The theatre, as a physical space, has long been understood as a place for dramatic representation, for audiences to experience live entertainment, or simply to gather and hear from people who have something to say. In addition to the physical location, each of these different conceptions of its function provides a different sense of context as well, a framework of expectations, conventions and points of reference. The artist who approaches the opportunity to construct an audience experience in a theatre has, therefore, to be mindful of both of these conceptions of context, in addition to any other social or artistic points of interest they may want to foreground. And the curator - as the selector, arranger and presenter of the work – has the specific task to consider their own act of re-contextualisation, bringing the work to the space they are responsible for (alongside the other work selected), and at this particular socio-cultural moment.

The wider world context, as it exists today, does seem increasingly distracting from the potency of artistic experience itself. The question ‘should we even be making art, or trying to, given what is going on’ is never very far away. Is it worth the resources – financial, environmental, human – that it requires? As we balance the feelings of helplessness and political responsibility, does an activity of aesthetic reception – particularly where there may be no overt social benefit – really have value? Or does all art find validity in being a stimulus for such considerations, and for ultimately encouraging reflection on the relationship between individual experience and its context?

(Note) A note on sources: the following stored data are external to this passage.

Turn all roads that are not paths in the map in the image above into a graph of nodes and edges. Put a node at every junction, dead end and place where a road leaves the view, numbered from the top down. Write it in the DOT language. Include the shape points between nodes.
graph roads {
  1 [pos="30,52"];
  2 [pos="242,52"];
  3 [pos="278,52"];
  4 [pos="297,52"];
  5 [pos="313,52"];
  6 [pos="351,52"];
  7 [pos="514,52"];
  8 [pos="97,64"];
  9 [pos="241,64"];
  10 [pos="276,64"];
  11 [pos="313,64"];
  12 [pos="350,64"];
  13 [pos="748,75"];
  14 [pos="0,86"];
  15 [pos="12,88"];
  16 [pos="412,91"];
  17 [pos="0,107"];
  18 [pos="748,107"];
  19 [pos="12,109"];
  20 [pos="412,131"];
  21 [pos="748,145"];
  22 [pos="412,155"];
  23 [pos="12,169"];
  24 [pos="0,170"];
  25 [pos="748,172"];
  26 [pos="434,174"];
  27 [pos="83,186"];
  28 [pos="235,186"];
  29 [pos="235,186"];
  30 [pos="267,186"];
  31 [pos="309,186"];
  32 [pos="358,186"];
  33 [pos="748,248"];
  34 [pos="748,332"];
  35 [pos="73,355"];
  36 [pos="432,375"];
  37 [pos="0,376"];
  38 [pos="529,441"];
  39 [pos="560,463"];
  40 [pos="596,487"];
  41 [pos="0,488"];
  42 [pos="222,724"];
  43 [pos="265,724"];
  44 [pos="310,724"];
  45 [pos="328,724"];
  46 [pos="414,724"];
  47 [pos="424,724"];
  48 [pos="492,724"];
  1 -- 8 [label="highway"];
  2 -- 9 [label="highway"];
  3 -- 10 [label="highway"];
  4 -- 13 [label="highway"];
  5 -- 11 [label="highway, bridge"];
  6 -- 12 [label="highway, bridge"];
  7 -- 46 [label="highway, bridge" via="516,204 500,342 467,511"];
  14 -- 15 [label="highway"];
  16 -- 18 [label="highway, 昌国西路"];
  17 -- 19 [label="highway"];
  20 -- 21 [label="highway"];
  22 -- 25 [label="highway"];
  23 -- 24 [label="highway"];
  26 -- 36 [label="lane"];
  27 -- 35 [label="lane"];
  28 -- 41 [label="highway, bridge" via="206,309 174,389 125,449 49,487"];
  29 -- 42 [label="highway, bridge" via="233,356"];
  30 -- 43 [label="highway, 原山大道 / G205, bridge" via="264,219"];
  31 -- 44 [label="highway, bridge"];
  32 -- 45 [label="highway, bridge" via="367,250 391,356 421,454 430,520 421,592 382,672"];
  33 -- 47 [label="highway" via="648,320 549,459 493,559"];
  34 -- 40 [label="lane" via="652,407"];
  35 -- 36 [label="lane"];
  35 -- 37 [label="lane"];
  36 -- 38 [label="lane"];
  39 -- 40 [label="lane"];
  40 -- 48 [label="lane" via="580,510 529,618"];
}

Attempting to map the knowable context of artwork reception, and particularly the live and time-based artwork that might exist in a theatre, does feel key to such an act of curation. How much of this mapping is provided for the audience, and how much is left for them to do for themselves (as part of their experience of the artwork) is a separate consideration, but perhaps a curatorial statement such as this can raise a few salient questions, and point to the potential and complex relationship between art, its context and the moment of its reception.